# Information provided

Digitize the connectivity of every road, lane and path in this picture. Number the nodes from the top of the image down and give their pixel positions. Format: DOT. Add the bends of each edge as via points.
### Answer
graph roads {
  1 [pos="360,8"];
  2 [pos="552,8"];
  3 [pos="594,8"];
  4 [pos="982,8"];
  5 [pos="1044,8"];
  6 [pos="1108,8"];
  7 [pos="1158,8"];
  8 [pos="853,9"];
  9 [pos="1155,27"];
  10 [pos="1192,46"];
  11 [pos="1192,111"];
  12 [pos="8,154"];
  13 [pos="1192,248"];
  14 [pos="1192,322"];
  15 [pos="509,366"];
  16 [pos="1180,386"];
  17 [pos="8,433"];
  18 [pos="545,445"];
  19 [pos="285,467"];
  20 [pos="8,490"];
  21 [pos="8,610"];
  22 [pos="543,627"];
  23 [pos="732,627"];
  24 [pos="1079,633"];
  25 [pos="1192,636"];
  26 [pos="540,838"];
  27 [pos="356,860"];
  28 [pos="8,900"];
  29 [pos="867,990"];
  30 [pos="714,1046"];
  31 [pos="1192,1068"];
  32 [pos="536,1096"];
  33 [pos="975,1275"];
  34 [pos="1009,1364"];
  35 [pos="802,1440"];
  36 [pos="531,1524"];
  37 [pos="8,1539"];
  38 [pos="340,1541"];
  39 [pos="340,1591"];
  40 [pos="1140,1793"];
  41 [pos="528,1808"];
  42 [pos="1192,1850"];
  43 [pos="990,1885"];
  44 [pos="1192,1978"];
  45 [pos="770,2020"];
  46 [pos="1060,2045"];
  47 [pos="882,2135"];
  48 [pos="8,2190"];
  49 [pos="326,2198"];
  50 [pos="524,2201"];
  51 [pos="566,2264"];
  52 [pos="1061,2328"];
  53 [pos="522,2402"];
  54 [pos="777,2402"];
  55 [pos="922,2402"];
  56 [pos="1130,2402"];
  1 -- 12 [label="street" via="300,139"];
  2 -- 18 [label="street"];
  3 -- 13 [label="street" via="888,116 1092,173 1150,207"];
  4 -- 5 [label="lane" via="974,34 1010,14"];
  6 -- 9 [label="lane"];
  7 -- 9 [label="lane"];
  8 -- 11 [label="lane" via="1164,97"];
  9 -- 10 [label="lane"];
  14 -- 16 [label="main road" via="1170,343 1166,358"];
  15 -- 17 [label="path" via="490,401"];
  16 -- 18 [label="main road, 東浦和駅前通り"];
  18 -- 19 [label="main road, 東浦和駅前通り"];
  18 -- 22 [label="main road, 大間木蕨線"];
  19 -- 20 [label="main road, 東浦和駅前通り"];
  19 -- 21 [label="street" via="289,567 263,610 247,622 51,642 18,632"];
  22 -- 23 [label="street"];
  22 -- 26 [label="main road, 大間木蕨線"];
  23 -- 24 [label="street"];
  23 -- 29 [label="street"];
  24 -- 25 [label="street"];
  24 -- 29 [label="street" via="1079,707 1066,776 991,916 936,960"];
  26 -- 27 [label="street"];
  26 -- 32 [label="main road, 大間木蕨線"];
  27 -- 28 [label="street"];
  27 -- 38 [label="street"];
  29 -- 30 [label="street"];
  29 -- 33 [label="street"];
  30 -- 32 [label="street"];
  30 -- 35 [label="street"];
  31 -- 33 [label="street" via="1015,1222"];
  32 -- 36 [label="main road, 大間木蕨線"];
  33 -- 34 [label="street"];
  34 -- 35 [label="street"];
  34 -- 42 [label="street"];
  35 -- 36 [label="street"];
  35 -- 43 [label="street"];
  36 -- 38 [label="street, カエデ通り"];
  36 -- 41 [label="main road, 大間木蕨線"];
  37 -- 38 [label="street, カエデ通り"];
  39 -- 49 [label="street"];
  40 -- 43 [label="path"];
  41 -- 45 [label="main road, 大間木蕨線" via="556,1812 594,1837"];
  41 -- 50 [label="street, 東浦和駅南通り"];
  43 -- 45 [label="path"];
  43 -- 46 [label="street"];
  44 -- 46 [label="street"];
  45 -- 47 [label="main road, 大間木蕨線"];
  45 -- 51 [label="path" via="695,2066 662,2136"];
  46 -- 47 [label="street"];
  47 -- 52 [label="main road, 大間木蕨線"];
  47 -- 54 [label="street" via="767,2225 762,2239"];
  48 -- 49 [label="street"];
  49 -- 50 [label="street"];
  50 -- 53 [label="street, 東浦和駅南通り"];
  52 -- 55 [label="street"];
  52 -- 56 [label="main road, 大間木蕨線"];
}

# Exercise brief
Take every line from the data that contains the word "大間木蕨線".

# Answer
  18 -- 22 [label="main road, 大間木蕨線"];
  22 -- 26 [label="main road, 大間木蕨線"];
  26 -- 32 [label="main road, 大間木蕨線"];
  32 -- 36 [label="main road, 大間木蕨線"];
  36 -- 41 [label="main road, 大間木蕨線"];
  41 -- 45 [label="main road, 大間木蕨線" via="556,1812 594,1837"];
  45 -- 47 [label="main road, 大間木蕨線"];
  47 -- 52 [label="main road, 大間木蕨線"];
  52 -- 56 [label="main road, 大間木蕨線"];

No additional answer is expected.